23 I am satisfied as to the continued existence of native title and that the proposed orders deal with all such matters.
24 The reports and affidavits clearly demonstrate the existence of organized Aboriginal occupation and possession of the determination area. They demonstrate that the Bailai, Gurang, Gooreng Gooreng, Taribelang Bunda People maintained an unbroken physical and spiritual connection with their land during the period of early European settlement. The identified descendants of the people who occupied the determination area at the time of European settlement have maintained that connection by their continued observation of the traditional laws and customs passed down from generation to generation.
25 The proposed orders are consistent with the terms agreed by the consenting parties. The common law and the Act recognize the Bailai, Gurang, Gooreng Gooreng, Taribelang Bunda People, as holders of the native title in the determination area. They are entitled to the use and enjoyment of the land and waters in accordance with traditional laws and customs.
26 The native title is to be held in trust. The First Nations Bailai, Gurang, Gooreng Gooreng, Taribelang Bunda Aboriginal Corporation (ICN: 8650), incorporated under the Corporations (Aboriginal and Torres Strait Islander ) Act 2006 (Cth) is to be the trustee and the prescribed body corporate for the purposes of s 56(1) of the Act. It is also to perform the functions set out in the Native Title (Prescribed Bodies Corporate) Regulations 1999 (Cth). Section 94A of the Act requires that a determination of native title set out details of the matters mentioned in s 225 of the Act. That section must be read with s 223 of the Act. I am satisfied that the proposed orders address each of the relevant matters. Finally, I am satisfied that the orders are appropriate and in accordance with s 87 of the Act. I therefore make orders in terms of the draft, which draft I initial and place with the papers.

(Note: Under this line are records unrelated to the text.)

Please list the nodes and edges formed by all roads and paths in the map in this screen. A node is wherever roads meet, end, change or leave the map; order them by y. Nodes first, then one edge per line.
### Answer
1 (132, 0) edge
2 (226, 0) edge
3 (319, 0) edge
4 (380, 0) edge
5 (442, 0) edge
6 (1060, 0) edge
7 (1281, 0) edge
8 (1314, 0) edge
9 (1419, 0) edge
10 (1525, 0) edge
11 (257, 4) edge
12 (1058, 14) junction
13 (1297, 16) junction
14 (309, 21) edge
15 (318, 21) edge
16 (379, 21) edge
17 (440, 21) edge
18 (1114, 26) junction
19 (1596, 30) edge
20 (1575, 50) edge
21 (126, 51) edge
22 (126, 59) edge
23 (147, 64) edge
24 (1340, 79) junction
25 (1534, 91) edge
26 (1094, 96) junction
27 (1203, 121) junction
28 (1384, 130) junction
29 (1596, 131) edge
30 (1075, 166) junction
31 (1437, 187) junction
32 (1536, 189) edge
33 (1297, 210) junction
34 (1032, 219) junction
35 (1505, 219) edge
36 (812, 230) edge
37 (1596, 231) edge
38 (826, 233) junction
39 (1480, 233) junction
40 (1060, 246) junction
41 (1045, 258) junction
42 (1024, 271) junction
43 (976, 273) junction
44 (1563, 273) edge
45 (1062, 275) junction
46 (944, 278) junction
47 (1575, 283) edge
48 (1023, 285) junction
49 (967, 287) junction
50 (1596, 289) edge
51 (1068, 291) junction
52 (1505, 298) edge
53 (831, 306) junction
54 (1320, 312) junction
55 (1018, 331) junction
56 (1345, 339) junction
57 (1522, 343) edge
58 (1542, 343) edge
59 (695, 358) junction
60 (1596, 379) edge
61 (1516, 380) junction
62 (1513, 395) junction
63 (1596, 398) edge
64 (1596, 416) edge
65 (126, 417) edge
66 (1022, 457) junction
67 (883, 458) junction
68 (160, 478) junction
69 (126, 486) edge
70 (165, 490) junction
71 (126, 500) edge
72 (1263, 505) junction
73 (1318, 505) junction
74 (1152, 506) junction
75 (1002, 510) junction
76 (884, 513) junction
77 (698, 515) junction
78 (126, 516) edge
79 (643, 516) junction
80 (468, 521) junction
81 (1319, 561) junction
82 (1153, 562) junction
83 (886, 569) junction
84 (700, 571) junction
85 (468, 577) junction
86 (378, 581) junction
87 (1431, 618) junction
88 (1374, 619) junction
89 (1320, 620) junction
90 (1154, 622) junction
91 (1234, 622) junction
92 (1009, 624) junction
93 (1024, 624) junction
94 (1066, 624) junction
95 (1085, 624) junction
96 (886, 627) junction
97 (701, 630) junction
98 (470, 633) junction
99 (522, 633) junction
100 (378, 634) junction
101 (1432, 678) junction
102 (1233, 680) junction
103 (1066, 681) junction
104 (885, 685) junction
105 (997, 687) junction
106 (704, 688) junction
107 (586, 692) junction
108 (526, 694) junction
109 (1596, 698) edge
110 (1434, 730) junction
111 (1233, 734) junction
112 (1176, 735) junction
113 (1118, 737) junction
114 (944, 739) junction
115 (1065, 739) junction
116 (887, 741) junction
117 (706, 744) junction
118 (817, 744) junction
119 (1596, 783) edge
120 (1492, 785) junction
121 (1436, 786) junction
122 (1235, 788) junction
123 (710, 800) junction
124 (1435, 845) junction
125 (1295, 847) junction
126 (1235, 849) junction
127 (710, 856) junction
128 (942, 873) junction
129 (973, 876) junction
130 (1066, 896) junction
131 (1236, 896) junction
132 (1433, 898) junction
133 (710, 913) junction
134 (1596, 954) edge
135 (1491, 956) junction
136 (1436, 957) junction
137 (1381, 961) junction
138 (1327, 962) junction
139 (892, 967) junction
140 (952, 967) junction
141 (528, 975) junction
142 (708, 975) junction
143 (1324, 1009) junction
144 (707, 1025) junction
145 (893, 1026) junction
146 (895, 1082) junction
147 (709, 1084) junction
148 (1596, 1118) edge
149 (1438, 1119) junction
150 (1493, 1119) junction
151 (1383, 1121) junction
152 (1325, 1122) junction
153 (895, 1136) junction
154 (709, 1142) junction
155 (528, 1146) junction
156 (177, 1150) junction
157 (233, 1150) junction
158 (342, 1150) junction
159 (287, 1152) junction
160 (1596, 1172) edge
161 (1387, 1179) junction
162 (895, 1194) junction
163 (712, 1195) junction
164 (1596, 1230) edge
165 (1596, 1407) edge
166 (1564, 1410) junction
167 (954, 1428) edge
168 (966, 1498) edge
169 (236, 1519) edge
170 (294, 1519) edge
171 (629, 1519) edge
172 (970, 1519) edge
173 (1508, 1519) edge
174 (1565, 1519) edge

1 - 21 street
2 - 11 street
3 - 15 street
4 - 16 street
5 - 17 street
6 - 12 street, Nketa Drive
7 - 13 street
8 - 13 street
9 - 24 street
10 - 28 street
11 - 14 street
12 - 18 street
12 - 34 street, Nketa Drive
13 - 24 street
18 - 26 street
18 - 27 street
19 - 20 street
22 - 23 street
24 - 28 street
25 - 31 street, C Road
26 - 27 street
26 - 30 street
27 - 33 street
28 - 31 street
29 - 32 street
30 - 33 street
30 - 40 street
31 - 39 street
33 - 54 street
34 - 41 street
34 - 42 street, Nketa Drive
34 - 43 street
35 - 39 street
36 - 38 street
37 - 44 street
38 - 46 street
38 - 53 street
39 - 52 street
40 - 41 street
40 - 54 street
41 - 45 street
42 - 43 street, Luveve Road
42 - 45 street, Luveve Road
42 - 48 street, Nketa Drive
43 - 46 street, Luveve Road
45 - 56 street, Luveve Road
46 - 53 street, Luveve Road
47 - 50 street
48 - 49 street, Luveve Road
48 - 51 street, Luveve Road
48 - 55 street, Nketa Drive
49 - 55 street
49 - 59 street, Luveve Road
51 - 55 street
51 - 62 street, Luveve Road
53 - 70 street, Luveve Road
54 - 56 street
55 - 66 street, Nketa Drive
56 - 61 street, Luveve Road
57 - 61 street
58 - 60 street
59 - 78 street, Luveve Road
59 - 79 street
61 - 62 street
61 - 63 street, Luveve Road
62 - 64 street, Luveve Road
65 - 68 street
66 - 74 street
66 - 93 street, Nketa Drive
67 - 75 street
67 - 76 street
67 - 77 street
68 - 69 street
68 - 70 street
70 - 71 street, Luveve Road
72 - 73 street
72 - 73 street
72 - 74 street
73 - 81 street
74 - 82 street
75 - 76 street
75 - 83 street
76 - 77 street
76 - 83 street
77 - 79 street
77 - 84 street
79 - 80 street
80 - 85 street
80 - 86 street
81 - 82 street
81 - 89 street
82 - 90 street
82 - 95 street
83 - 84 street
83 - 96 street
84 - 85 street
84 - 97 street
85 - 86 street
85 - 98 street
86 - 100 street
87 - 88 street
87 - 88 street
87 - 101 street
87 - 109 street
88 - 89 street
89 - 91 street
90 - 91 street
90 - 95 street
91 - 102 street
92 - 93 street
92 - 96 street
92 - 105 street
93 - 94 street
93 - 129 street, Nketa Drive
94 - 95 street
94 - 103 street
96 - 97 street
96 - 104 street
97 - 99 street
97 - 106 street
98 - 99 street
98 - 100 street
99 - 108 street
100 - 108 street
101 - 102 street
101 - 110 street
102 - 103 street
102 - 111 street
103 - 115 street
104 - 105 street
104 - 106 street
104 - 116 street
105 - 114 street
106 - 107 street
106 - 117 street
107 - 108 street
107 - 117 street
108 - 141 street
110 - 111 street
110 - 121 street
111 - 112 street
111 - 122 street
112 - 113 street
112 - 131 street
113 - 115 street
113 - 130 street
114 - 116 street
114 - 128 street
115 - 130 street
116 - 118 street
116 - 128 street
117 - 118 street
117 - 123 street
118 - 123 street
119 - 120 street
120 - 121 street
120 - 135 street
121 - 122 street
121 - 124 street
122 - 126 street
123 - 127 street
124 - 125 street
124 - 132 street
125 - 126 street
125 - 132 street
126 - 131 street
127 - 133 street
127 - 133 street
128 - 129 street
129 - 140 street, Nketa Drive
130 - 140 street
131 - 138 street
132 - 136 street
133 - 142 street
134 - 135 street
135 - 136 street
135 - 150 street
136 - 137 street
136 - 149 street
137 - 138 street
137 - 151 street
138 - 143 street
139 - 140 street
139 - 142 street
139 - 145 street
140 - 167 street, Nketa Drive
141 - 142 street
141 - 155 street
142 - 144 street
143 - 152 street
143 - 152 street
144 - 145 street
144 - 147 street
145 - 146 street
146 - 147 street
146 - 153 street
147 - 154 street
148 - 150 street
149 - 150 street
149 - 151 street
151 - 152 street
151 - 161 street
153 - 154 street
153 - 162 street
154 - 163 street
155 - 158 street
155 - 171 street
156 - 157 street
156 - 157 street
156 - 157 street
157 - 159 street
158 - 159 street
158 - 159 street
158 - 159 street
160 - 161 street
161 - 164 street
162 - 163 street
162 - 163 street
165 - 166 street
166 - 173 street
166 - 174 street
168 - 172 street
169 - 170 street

27 The resolution of these matters has taken much time and effort. I have referred to the pain and indignity caused to the Bailai, Gurang, Gooreng Gooreng, Taribelang Bunda People by displacement from their traditional homelands. That they have survived as a recognizable society, with ongoing connection to their traditional lands, says much about their individual and collective strength and resilience.
28 Native title rights and interests are the product of traditional laws and customs which have been observed and practised over the generations. Those rights and interests are now recognized and protected under the Act. I have not come here today to give anything to the Bailai, Gurang, Gooreng Gooreng, Taribelang Bunda People. Rather, I have come to recognize, on behalf of all Australians, that they are the traditional owners of this land pursuant to traditional laws and customs which have their roots in ancient times. I now recognize that traditional ownership. In so doing, I bind all people for all time, including the Commonwealth of Australia, the State of Queensland, the local councils and the other parties to these proceedings. On behalf of your fellow Australians and, in particular, on behalf of the Judges of this Court and our staff, I congratulate you upon the recognition which you have achieved today. We wish you well for the future, a future in which we will all share.
I certify that the preceding twenty-eight (28) numbered paragraphs are a true copy of the Reasons for Judgment herein of the Honourable Justice Dowsett.